27 Setembro 2013 | 11h12

Esta semana, talvez por causa do Dia do Rádio, me bateu uma saudade danada de pessoas que não posso mais ouvir. A não ser que consiga ir para o céu um dia e arrumar uma vaguinha na emissora que devem ter montado lá.
Acho que fiquei sob algum impacto das boas lembranças, que viraram sonho à noite. Muíbo Cury e Lourival Pacheco eram os locutores dessa rádio celestial, mas ao despertar não consegui me lembrar das notícias, só das gargalhadas.
No sonho, o Muíbo, como sempre fazia nos nossos plantões de sábado na Bandeirantes, chegava acenando e dando um bom dia maroto, cheio de duplo sentido. “Bum dinha, bum dinha”. E o Lourival, fingindo ser mal-humorado, respondia com o bordão característico, carregado de “erres”. “Mas porrrrrrrrrra!”.
Eles se preparavam para ir ao estúdio onde estava Antonio Carvalho, com aquele vozeirão, mas falando mansamente como de costume. O Carvalhão repetia que “o ser humano ainda é uma criança”. Depois, ao passar o microfone para o Muíbo e o Lourival, se despedia desejando “que o dia de hoje seja melhor que o de ontem e pior que o de amanhã, porque a vida é um eterno para frente e para o alto, não tem para trás”.
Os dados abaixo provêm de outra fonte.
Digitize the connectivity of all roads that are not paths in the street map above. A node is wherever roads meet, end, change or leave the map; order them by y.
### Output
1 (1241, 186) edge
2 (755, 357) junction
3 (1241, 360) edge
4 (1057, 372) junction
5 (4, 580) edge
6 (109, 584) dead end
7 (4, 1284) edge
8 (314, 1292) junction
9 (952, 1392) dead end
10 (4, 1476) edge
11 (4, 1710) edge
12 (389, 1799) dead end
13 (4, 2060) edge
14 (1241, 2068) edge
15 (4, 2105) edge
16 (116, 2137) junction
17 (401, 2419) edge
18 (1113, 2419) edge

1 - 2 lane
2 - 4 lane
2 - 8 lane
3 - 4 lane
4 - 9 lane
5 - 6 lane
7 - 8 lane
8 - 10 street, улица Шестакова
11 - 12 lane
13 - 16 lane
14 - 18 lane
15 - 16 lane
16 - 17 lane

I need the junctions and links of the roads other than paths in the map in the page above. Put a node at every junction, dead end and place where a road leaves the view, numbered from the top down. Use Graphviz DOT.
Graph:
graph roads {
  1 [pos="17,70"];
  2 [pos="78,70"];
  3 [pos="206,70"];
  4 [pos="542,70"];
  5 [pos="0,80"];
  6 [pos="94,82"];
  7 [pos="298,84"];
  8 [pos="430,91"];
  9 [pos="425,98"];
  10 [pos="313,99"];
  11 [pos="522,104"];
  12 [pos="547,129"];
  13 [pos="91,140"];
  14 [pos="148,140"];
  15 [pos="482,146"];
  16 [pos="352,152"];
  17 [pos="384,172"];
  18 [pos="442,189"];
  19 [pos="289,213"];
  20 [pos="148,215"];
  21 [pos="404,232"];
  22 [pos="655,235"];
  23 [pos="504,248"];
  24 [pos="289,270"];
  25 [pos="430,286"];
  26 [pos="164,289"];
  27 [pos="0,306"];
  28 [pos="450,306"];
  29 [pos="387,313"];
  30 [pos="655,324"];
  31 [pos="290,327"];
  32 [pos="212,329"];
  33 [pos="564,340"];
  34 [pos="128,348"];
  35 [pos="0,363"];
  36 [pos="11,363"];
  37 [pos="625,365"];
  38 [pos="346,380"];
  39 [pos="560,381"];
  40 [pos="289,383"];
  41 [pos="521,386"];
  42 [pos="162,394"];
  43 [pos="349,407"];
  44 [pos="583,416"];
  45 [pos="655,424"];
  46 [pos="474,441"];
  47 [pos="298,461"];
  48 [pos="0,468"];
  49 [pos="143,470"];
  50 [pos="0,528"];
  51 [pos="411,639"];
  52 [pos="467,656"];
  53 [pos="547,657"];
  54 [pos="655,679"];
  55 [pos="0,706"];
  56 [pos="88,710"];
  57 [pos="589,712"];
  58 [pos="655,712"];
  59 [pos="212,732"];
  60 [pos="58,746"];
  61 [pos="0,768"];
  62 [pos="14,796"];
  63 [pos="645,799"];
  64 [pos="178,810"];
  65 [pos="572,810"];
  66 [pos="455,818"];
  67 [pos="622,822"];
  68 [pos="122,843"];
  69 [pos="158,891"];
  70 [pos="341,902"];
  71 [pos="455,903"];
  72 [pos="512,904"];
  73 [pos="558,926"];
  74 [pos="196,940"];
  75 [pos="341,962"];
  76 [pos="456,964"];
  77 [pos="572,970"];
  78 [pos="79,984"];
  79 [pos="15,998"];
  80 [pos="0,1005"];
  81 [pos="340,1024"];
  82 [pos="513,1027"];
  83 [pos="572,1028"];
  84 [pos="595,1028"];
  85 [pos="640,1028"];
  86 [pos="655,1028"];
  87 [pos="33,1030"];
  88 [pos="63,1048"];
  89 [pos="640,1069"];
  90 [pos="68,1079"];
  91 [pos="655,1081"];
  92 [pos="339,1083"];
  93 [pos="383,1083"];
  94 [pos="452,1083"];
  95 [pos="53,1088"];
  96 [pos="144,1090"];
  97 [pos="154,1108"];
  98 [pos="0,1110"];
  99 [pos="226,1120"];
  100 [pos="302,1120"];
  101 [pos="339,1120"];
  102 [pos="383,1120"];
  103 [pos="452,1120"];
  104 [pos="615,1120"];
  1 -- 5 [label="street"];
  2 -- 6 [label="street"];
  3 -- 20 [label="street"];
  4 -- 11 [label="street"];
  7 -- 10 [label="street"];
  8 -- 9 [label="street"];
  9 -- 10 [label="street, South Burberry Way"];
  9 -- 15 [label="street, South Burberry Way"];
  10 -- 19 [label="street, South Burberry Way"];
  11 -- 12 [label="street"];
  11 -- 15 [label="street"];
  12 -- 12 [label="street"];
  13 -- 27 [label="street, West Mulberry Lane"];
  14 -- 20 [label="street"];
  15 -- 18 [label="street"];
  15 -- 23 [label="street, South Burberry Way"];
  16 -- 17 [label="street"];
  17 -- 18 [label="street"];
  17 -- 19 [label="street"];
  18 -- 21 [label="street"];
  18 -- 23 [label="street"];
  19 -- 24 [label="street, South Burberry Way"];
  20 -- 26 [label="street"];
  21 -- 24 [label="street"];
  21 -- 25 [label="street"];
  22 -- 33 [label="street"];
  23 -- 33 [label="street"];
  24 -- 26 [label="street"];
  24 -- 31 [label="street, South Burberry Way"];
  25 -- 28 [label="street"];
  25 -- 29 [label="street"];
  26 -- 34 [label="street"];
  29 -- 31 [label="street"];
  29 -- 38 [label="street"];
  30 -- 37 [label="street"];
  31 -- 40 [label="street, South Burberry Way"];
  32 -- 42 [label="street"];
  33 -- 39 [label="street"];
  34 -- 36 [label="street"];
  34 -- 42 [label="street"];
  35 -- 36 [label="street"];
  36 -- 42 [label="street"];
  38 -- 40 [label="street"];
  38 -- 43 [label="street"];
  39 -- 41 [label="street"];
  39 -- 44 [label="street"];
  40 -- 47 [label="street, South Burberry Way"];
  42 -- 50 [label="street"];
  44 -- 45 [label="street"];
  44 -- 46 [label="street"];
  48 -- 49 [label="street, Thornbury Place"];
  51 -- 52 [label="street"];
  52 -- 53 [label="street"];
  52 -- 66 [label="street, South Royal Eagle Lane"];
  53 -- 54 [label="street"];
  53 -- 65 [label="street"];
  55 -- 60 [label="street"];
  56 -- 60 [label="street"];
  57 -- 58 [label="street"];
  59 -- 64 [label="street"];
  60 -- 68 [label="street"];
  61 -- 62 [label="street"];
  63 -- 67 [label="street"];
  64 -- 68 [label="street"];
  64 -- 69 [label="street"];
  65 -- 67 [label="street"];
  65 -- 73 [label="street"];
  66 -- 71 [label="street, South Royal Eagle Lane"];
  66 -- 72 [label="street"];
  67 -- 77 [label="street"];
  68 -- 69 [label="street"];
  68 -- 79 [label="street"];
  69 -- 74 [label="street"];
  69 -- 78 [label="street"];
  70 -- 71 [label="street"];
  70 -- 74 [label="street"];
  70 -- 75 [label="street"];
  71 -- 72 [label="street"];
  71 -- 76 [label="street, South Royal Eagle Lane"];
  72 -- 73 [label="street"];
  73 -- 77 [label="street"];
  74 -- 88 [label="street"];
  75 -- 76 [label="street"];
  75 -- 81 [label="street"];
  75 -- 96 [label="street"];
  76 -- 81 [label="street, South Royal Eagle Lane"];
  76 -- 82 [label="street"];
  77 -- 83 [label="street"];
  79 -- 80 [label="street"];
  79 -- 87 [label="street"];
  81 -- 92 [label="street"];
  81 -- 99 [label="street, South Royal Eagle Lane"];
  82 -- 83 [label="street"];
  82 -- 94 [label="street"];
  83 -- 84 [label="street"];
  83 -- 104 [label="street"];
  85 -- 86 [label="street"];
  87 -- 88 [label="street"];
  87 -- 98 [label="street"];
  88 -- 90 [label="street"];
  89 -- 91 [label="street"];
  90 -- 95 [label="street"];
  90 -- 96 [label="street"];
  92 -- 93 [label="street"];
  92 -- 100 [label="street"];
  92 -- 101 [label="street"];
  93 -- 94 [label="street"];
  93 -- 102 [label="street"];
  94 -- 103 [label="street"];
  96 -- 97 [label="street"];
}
Mais tarde, numa mistura de gêneros radiofônicos, vi e ouvi Hélio Ribeiro e Joelmir Beting. O Hélio traduzia uma música, que acordei sem saber qual era, enquanto o Joelmir, de camisa polo verde, fazia caretas para tentar desconcentrá-lo.
Quando o Hélio terminou, foi dar uma voltinha no corredor e deixou o Joelmir no estúdio lendo um comentário econômico escrito à mão, mas a conta era a dos pontos que faltavam para o Palmeiras voltar para a Série A.
Ninguém interagia comigo. Era como se eu não estivesse lá. Mas de repente o Hélio veio na minha direção, perguntou que notícia eu tinha pra falar e deu um sorriso de canto de boca, dizendo um “eu gosto de falar o seu nome”, seguido de uma breve pausa. Era a paradinha para a entonação solene e soltar um “Haisem Abaki”.
Foi quando acordei, com a mesma tremedeira que tive na primeira vez em que ele me chamou ao vivo. Eram três da madrugada e ainda me restava quase uma hora de sono. No caminho para o trabalho, como ainda não tinha sido convocado pra ser apresentador na rádio do céu, imaginei como o meu pai me ensinou a gostar desses caras. E de outros, que para minha alegria estão muito vivos e ainda posso ouvir. Pensei em escrever uma crônica, mas não sabia exatamente o conteúdo. Queria de alguma forma dizer que acredito que o rádio precisa ser feito “de gente para gente”, de um jeito bem pessoal mesmo.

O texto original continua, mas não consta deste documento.